Paper of the Month 10/2025

Lange F, Guarin DL, Mosert S, Karrasch B, Roothans J, Weigl B, Navratil P, Daniels C, Odorfer T, Brandt G, Mahlknecht P, Krauss JK, Runge J, Kühn AA, Deuschl G, Volkmann J, Peach R, Reich MM.

NPJ Parkinsons Dis. 2025 Oct 23; 11(1): 308. doi: 10.1038/s41531-025-01177-8. PMID: 41131044.

Abstract

Pallidal deep brain stimulation (DBS) for dystonia can induce bradykinesia. We analyzed retrospective (n = 55) and prospective (n = 11) cohorts to identify risks and anatomical substrates for this side effect.
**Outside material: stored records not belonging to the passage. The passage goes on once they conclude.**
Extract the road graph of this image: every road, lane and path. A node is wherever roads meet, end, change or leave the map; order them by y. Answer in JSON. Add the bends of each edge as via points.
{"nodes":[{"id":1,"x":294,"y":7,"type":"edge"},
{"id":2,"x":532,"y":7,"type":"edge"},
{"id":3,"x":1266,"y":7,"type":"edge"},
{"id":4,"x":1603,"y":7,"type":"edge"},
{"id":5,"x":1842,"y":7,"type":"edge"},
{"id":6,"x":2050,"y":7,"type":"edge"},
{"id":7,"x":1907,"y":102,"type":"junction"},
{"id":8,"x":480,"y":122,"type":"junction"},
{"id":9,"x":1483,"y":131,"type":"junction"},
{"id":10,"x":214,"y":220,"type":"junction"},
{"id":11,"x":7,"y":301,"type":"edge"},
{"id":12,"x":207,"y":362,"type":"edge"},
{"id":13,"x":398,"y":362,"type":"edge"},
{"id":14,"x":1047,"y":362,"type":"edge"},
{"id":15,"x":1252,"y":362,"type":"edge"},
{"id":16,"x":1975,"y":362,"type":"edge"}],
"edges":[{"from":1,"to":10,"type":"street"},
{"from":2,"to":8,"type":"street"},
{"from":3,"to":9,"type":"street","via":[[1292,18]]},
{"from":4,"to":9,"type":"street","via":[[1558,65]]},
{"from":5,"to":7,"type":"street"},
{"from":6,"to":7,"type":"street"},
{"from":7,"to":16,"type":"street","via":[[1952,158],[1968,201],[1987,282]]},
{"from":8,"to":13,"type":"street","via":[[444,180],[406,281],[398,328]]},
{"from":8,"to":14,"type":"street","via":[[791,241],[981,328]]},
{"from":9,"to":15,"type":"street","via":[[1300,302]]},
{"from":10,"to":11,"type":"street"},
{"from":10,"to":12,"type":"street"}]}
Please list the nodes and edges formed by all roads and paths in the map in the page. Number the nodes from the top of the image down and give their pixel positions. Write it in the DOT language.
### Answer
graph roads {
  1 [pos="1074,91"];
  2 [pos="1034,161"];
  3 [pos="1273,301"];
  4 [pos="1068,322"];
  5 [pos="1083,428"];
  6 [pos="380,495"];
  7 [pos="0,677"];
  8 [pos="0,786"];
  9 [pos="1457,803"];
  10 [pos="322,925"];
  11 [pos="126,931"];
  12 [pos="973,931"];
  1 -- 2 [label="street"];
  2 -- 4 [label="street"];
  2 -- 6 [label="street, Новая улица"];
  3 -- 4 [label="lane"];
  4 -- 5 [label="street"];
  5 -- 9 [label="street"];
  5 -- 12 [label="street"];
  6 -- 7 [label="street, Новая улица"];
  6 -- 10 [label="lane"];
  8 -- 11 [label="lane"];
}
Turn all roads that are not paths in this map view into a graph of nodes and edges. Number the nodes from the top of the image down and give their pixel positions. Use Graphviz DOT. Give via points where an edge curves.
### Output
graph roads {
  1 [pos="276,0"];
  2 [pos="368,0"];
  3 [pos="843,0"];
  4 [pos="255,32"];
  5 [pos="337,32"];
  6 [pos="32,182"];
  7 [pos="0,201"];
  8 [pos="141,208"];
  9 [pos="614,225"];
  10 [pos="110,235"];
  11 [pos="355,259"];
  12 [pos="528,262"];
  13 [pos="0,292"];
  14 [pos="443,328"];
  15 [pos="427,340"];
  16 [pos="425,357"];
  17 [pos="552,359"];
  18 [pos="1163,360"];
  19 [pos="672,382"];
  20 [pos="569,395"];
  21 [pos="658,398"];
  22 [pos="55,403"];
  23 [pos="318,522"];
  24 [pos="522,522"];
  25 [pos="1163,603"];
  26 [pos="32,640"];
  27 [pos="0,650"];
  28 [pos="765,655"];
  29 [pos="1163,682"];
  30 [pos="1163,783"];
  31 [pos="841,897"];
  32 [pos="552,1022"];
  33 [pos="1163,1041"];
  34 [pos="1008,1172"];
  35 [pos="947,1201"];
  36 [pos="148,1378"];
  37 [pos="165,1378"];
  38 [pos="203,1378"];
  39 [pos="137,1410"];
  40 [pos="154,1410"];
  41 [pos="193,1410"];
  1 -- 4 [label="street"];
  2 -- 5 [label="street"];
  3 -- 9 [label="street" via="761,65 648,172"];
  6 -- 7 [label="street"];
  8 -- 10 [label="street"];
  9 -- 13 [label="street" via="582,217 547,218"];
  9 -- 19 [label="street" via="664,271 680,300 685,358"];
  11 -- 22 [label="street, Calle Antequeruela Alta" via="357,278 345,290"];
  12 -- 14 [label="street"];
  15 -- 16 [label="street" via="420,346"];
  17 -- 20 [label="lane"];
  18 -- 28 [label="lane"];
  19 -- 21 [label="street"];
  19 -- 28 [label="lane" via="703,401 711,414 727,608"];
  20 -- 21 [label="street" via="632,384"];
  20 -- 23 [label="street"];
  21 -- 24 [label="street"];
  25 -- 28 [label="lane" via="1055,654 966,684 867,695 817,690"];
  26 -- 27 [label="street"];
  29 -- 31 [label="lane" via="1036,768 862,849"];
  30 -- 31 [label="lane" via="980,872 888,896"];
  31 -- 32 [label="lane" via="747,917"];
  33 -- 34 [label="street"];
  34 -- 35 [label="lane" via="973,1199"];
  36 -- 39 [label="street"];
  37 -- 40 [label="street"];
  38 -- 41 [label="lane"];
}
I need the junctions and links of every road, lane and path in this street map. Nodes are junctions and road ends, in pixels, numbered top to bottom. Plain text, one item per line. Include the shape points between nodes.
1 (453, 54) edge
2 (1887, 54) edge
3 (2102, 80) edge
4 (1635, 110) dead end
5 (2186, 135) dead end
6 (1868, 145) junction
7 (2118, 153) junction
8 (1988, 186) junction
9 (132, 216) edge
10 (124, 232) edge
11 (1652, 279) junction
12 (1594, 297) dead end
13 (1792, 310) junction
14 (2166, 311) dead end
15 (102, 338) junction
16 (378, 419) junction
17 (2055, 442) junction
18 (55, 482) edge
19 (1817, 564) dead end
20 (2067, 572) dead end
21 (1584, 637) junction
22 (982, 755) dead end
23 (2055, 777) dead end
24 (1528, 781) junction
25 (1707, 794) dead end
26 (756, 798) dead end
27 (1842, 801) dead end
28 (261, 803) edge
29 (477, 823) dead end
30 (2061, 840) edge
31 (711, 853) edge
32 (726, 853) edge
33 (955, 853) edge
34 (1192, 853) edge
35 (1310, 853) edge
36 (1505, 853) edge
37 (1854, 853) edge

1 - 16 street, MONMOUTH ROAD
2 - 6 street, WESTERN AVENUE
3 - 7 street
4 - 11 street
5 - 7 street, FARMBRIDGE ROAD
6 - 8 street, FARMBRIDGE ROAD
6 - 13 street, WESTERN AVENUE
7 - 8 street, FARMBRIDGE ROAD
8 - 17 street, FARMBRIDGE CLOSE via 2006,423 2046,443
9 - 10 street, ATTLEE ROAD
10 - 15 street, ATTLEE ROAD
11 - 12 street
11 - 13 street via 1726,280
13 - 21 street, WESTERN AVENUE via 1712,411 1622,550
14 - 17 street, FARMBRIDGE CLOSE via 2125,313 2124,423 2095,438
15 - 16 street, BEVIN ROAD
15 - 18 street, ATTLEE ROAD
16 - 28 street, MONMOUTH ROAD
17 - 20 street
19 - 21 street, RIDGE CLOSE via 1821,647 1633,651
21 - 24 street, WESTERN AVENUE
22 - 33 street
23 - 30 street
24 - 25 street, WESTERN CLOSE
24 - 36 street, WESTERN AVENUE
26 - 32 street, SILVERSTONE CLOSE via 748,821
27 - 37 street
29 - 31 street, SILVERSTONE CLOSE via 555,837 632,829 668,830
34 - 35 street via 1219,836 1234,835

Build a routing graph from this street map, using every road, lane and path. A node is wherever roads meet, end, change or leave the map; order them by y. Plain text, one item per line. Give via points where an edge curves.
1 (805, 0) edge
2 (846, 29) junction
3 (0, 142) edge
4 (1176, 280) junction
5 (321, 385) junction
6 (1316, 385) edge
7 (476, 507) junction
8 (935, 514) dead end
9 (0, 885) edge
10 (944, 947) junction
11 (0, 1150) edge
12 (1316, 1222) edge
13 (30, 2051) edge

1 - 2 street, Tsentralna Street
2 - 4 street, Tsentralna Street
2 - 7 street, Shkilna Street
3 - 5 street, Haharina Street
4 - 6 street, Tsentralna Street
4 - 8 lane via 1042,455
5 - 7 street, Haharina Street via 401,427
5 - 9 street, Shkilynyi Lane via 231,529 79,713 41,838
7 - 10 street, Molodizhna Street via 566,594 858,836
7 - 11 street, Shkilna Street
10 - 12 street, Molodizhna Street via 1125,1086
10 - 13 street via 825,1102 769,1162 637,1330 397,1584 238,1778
Bradykinesia was prevalent (60-72%), with female sex, older dystonia onset, shorter disease duration, and crucially, stimulation pulse width identified as key predictive factors. Probabilistic mapping isolated a posterolateral globus pallidus internus “sour spot” for bradykinesia, which was spatially distinct from therapeutic “sweet spots” and demonstrated patient-level predictive power in cross-validation (R² = 0.16, p = 0.0013). Kinematic analysis showed reducing stimulation selectively improved movement frequency without altering amplitude. The effect appears mediated by local grey-matter modulation, not major white matter tracts. These findings suggest programming strategies using shorter pulse widths while avoiding the identified sour spot can mitigate bradykinesia without sacrificing antidystonic benefit.